Coal, copper and gold are Mongolia's key exports. Yet the windswept sands of the Gobi desert could soon see another resources boom as China transitions to renewable energy generation.
Elixir Energy, an Australia-listed gas exploration company, is conducting appraisal work on a natural gas reservoir in the Gobi and is also developing a pilot plant that would create green hydrogen for export to China.
"Hydrogen is vital to a net-zero in the next 30-50 years," Elixir Energy CEO Neil Young explained to Mongolia Weekly.
According to Young, high-intensity operations like manufacturing steel or cement require huge amounts of energy beyond the capacity of available renewable resources, meaning most future energy mix forecasts include hydrogen.
As China targets net-zero carbon emission by 2060, Elixir Energy is looking to export Mongolia's green hydrogen energy to customers in northern China, such as major steel operations in the Inner Mongolian city of Baotou.
Young says: "China is the world leader in steel manufacturing, and other than coking coal, hydrogen is the only identified alternative energy source for making steel. That market is enormous.
"We can validate the concept by creating a pilot plant that puts Mongolia's renewable energy through an electrolyser to create green hydrogen and truck it to a steel mill in Baotou, China, that would use hydrogen instead of coking coal."
Elixir Energy believes that green hydrogen created next door to China has significant competitive advantages over other sources, such as Australia, due to the sheer cost of moving hydrogen by sea.

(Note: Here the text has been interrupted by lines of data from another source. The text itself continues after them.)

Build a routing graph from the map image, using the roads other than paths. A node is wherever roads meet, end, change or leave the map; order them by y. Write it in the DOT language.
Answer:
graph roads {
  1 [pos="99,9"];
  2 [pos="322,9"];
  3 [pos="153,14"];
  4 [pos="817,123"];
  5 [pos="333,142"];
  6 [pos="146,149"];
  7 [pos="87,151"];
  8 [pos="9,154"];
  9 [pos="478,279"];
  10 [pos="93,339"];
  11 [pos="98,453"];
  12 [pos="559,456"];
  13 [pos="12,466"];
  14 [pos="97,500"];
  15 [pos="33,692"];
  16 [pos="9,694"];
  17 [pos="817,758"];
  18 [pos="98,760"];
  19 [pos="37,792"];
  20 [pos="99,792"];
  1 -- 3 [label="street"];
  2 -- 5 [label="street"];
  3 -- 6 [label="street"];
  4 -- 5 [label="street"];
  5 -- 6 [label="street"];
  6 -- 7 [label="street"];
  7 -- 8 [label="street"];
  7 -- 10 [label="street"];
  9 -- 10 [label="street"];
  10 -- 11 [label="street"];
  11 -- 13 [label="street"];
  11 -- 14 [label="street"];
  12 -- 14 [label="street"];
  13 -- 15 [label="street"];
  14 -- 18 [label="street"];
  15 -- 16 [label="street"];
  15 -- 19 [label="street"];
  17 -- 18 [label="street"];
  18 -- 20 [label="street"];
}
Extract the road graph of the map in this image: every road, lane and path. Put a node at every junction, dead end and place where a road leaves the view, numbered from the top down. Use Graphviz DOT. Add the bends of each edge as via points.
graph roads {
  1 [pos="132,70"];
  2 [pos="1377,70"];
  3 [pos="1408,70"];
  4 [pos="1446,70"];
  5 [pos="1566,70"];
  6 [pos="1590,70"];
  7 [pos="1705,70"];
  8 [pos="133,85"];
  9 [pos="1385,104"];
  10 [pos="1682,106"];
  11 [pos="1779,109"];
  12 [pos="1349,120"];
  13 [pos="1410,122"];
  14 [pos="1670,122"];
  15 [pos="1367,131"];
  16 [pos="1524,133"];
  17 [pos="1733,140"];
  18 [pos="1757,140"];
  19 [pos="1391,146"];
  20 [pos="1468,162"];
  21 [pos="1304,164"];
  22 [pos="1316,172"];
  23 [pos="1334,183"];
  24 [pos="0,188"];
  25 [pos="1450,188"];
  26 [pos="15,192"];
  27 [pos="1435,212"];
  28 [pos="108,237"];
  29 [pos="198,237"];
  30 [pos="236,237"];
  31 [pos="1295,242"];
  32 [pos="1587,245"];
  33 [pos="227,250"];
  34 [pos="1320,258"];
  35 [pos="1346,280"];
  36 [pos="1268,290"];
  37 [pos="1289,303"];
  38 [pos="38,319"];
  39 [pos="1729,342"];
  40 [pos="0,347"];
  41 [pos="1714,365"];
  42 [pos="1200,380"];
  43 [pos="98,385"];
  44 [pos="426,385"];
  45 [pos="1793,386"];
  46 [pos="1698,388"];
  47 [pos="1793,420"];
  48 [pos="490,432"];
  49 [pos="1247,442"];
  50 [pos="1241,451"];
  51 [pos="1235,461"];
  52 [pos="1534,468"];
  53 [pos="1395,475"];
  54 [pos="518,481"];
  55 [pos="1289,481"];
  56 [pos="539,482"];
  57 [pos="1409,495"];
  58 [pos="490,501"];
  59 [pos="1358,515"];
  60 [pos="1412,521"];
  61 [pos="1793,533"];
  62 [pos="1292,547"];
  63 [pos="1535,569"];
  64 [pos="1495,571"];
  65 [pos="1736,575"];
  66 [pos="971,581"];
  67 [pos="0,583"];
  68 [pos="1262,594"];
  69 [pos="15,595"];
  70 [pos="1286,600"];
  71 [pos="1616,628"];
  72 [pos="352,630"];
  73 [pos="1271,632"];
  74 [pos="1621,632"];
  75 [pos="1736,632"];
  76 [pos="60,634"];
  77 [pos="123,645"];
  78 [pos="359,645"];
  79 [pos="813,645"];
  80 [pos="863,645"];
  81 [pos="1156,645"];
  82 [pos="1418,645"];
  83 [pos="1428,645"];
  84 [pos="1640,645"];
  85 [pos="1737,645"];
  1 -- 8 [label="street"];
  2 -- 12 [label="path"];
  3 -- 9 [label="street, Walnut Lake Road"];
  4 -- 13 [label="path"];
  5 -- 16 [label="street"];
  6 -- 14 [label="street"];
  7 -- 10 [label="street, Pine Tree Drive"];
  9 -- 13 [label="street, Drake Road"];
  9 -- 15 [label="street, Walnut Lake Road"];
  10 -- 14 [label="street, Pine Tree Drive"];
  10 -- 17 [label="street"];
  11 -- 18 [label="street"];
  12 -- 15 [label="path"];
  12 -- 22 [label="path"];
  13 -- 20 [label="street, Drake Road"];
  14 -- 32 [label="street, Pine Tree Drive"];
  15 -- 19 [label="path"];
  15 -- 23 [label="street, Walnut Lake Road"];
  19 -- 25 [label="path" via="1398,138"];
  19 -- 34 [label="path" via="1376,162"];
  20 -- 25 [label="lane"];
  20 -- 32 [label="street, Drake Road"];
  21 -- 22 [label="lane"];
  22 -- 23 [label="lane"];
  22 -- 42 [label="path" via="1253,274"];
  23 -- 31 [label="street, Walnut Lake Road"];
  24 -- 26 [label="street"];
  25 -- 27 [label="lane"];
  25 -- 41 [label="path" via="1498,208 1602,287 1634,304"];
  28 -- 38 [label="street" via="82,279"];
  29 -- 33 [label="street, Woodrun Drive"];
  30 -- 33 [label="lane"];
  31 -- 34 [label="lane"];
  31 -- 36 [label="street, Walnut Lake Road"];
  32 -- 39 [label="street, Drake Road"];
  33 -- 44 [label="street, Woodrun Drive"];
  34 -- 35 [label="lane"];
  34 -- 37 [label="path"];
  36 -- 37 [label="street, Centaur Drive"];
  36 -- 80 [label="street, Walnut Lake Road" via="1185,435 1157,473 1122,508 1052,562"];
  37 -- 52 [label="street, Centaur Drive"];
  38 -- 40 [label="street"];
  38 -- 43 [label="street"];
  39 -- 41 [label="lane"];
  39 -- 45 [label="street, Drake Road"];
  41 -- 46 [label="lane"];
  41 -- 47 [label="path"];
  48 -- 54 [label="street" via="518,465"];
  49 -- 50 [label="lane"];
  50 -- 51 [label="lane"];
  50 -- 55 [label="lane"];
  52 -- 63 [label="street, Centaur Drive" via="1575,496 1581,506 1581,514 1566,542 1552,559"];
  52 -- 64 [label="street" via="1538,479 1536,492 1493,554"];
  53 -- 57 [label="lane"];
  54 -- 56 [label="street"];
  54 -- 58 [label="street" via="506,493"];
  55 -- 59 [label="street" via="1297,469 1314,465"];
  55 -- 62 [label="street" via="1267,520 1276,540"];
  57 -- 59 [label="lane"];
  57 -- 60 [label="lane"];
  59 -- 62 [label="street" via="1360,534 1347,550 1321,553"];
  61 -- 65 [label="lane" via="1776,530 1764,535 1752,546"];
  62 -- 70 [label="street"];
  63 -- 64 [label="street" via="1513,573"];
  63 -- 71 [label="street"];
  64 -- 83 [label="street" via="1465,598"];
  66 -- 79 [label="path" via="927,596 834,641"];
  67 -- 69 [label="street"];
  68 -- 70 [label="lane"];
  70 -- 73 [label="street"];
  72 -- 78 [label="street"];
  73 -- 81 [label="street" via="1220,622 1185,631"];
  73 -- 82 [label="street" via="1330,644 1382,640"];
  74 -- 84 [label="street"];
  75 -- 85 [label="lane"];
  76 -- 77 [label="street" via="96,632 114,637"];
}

"There's a global industry in moving liquified methane and in theory, you can do the same thing with hydrogen, but economically it’s far more expensive," Young explains. "It takes much colder temperatures to liquefy hydrogen and then you need certain high-quality metals to store it without causing embrittlement and cracking. It's four to five times more costly to move hydrogen by boat than methane.
"Mongolia is proximate to large demand nodes for green hydrogen in China and could supply it by pipeline. That's a huge cost advantage."
The planned 10-megawatt pilot plant would demonstrate the proof of concept, and if successful would underwrite the construction of a cross-border pipeline with possible development funding from private sector players and international financial institutions.
Young is also optimistic about Mongolian ethnic and cultural connections on both sides of the border, as his Mongolian colleagues would engage with the Chinese provincial government and ethnic Mongolians in China.
"The Chinese government has already initiated policies and put money into hydrogen," he says. "The ultimate risk is that the demand for hydrogen is contingent on governments legislating to follow through on their net-zero commitments. If they don't, it's a product that doesn't have a home.
"Let's assume they will because if so, the lowest-cost supplier wins – and for northern China, the lowest cost foreign supplier is Mongolia. Energy industry experts believe China will be a major hydrogen importer and an indigenous producer."
The government of Mongolia is indeed providing a supportive policy environment by pushing to diversify the country’s exports to China. During Prime Minister Oyun-Erdene's recent visit to Beijing, energy exports were a big-ticket item on his talking points with top Chinese officials.
In this sense projects like Elixir Energy's could propel green hydrogen investments into Mongolia while helping China meet its net-zero goals.